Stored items
☆ ☆ ☆
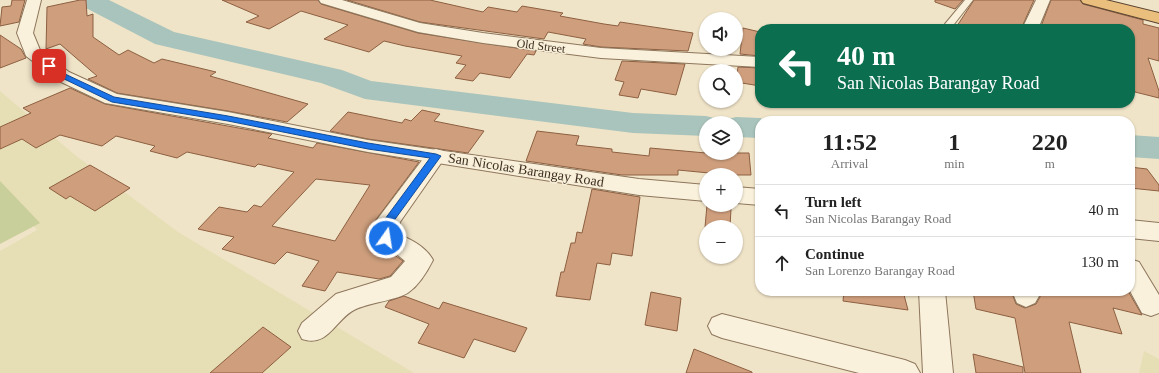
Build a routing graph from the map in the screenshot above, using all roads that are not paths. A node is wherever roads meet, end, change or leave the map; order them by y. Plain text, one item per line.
1 (34, 0) edge
2 (326, 0) edge
3 (969, 0) edge
4 (1043, 0) edge
5 (1088, 0) edge
6 (1159, 18) edge
7 (950, 24) edge
8 (1032, 24) edge
9 (755, 62) edge
10 (436, 156) junction
11 (699, 192) edge
12 (743, 197) edge
13 (755, 198) edge
14 (1135, 230) edge
15 (1159, 232) edge
16 (1135, 278) edge
17 (932, 296) edge
18 (1151, 305) dead end
19 (722, 326) dead end
20 (312, 331) dead end
21 (905, 373) edge
22 (938, 373) edge

1 - 10 street, San Nicolas Barangay Road
2 - 9 street, Old Street
3 - 7 lane
4 - 8 street
5 - 6 highway
10 - 11 street, San Nicolas Barangay Road
10 - 20 street
12 - 13 street
14 - 15 street
16 - 18 street
17 - 22 street
19 - 21 street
☆ ☆ ☆
◆ **What you will do**
Set down the records again verbatim, with no pictures.

◆ **Answer to this problem**
Build a routing graph from the map in the screenshot above, using all roads that are not paths. A node is wherever roads meet, end, change or leave the map; order them by y. Plain text, one item per line.
1 (34, 0) edge
2 (326, 0) edge
3 (969, 0) edge
4 (1043, 0) edge
5 (1088, 0) edge
6 (1159, 18) edge
7 (950, 24) edge
8 (1032, 24) edge
9 (755, 62) edge
10 (436, 156) junction
11 (699, 192) edge
12 (743, 197) edge
13 (755, 198) edge
14 (1135, 230) edge
15 (1159, 232) edge
16 (1135, 278) edge
17 (932, 296) edge
18 (1151, 305) dead end
19 (722, 326) dead end
20 (312, 331) dead end
21 (905, 373) edge
22 (938, 373) edge

1 - 10 street, San Nicolas Barangay Road
2 - 9 street, Old Street
3 - 7 lane
4 - 8 street
5 - 6 highway
10 - 11 street, San Nicolas Barangay Road
10 - 20 street
12 - 13 street
14 - 15 street
16 - 18 street
17 - 22 street
19 - 21 street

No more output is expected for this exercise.